Work instructions ▸ If a line of the data below holds the word "numbered", list it.
= Beginning of Section =
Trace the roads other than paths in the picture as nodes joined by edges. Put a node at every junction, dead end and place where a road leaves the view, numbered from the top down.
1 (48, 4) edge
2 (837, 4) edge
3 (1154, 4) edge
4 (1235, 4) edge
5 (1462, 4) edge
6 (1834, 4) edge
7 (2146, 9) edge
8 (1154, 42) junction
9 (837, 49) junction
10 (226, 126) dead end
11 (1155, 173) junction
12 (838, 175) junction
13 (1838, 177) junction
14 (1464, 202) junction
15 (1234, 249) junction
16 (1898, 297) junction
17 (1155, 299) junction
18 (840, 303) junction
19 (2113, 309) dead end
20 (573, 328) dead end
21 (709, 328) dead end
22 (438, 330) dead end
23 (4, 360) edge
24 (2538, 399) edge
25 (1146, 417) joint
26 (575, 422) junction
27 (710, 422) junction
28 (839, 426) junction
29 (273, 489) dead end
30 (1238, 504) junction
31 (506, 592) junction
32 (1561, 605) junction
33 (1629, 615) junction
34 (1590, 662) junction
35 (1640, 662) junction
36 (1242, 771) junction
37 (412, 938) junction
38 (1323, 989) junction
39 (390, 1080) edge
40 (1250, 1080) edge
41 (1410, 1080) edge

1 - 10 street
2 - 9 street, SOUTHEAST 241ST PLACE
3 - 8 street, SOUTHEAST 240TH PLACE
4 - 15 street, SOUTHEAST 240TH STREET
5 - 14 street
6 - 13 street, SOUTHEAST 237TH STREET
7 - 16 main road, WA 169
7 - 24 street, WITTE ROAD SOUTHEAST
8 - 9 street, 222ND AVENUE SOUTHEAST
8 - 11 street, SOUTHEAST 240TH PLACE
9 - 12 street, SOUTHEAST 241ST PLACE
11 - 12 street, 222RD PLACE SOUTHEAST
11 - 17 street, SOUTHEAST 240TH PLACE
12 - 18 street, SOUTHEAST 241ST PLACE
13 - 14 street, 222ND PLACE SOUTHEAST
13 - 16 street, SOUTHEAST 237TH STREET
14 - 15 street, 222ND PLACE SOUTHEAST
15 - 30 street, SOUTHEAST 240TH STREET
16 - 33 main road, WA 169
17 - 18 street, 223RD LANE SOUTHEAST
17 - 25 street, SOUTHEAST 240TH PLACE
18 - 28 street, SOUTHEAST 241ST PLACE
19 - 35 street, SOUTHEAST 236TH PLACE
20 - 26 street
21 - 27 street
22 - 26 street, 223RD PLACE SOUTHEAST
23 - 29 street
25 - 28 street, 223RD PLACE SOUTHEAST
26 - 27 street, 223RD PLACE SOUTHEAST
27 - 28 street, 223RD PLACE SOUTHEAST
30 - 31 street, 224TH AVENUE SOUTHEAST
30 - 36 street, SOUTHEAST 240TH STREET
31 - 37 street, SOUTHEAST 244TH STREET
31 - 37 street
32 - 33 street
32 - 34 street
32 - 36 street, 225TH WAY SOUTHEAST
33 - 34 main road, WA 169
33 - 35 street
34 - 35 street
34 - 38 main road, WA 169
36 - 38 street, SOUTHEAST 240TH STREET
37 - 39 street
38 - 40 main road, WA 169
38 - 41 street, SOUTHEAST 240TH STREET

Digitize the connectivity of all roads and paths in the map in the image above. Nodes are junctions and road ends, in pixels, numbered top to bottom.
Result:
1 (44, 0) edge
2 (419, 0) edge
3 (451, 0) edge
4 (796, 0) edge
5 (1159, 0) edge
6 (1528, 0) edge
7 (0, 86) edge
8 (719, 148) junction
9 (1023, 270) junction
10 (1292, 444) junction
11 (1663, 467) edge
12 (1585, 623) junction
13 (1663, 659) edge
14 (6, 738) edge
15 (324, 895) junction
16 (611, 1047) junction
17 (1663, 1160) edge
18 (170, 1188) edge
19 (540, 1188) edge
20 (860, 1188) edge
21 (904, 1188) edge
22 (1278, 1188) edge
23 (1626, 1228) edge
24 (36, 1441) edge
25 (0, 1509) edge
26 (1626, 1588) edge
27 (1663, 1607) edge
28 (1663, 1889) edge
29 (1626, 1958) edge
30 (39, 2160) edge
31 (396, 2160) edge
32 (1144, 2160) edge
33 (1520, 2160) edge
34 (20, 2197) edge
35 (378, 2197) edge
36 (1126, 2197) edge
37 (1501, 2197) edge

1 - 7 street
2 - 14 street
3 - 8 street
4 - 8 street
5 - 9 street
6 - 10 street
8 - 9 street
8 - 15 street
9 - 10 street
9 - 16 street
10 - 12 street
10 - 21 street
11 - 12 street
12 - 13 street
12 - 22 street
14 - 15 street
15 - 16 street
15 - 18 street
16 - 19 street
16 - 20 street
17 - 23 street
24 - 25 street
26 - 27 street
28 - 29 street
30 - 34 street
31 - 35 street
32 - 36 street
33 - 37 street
= End of Section =
Task solution ▸
Trace the roads other than paths in the picture as nodes joined by edges. Put a node at every junction, dead end and place where a road leaves the view, numbered from the top down.
Digitize the connectivity of all roads and paths in the map in the image above. Nodes are junctions and road ends, in pixels, numbered top to bottom.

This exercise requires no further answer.